The only things I can think of to say if they tell me that I can’t add him because open enrollment has ended are a) how the hell am I supposed to add him if they gave me no indication in any of their written materials that the coverage even exists? and b) I am trying to think of a way I could argue that the domestic partnership, as defined above, was established in the past 31 days. (The Reader’s Digest version: he moved in with me last Labor Day weekend, and has had a hell of a time finding a permanent job - he had a long-term temp job that was supposed to last 5 months, but they laid him off after 2 months for lack of work. So I’ve been covering most of the expenses - I figure I’d be paying rent, utilities, etc. if I were living alone anyway, and what goes around comes around. But our first actual legally contracted joint financial obligation would be the lease on our current apartment, which started in May - he was laid off literally the week after we moved in.)
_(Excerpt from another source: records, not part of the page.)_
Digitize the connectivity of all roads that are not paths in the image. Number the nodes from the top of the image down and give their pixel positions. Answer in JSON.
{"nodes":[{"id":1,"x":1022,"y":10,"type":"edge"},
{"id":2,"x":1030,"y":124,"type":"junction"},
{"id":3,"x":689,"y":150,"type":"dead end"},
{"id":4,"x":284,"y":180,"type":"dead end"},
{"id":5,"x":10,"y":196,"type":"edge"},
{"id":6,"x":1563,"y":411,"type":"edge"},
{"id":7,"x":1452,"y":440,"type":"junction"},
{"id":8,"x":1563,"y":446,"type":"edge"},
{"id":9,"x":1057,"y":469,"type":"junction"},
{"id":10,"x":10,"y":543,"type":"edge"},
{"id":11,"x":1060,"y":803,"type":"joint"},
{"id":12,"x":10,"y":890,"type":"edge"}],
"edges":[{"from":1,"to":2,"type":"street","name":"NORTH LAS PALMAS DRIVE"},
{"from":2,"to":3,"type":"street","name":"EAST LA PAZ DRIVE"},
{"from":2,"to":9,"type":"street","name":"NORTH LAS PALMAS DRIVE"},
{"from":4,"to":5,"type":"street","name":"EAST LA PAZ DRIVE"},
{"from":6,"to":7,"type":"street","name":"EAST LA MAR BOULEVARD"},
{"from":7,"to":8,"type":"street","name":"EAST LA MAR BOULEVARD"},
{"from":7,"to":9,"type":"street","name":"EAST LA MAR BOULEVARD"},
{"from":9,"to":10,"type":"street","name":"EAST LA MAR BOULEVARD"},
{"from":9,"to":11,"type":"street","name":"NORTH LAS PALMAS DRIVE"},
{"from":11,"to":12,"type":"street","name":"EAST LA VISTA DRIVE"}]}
So any other ideas? Can I really be expected to enroll for benefits that I didn’t know existed? I am beyond aggravated at this point. Hopefully he will get the job he just interviewed for, and the whole thing will be moot, but right now I am really pissed off.

The term you need to find is “Qualified Event” or something along those lines. I’ve also seen the term “Qualifying Life Event.”

My company allows enrollment changes within 60 days after a QE such as getting married or divorced, having a baby, and entering into or dissolving a registered domestic partnership. So, if you two file for domestic partnership now (I have no idea what the process is in your state) you’ll then have a QE and will then be able to add him to your coverage.

If you two have been domestic partners for over 31 days as of now, then you’d not be able to add him until the next open enrollment.

There is no domestic partnership registry in Illinois or Cook County for opposite-sex domestic partners (only same-sex).

I’m trying to figure out whether there is some other way to define the qualifying event of “entering into a domestic partnership” that would work, given the constraints of the rider. I mean I’m not trying to lie or pull the wool over anyone’s eyes, but it was basically impossible for me to know about this until it was too late to do anything about it, unless they are flexible about defining the moment of entering into a domestic partnership. I seriously would have had to be psychic.

Unfortunately, it sounds like you’re out of luck unless you two get married or Illinois starts registering mixed-sex domestic partnerships soon.

However… It sounds as if the insurance company isn’t demanding DPs to be registered with the state. They may be satisfied with your saying that the two of you are DPs and showing evidence of shared financial responsibilities such as both of your names on a bank account or lease. Whether or not you can convince them that you’ve done this within the past 31 days may be the hardest part.

Update: the office manager just gave me a bunch of forms frm the insurance company, which I am supposed to return by Friday if we want the additional insurance coverage. One of them is a domestic partner affidavit, which I erally have no problem with. The other is an information sheet regarding the tax consequences of domestic partner health benefits. (I am pissed that somehow between now and Friday, I am supposed to find and meet with a tax consultant about this stuff? This is complicated, and I’ve never had to deal with it before.)

As far as I understand fromt his sheet, my employer’s contribution toward insurance coverage for my partner is considered to be taxable income, unless he is cosidered to be my dependent for Federal tax purposes. In order to be my dependent for Federal tax purposes, I am supposed to be contributing more than half of his support. (I suppose I am at the moment, but we are both hoping that will change in the very near future, of course.)

I have no particular desire to have him as a dependent for tax purposes (and I don’t think he wants to be, either), but how can we predict the future? Should I just assume he isn’t my dependent, and as he intends to pay for his portion of the health care expenses, we can come up with some mutually agreeable way to do that, considering that a portion of the insurance expense is going to be deemed to be my income? Is there anything else I should know about this?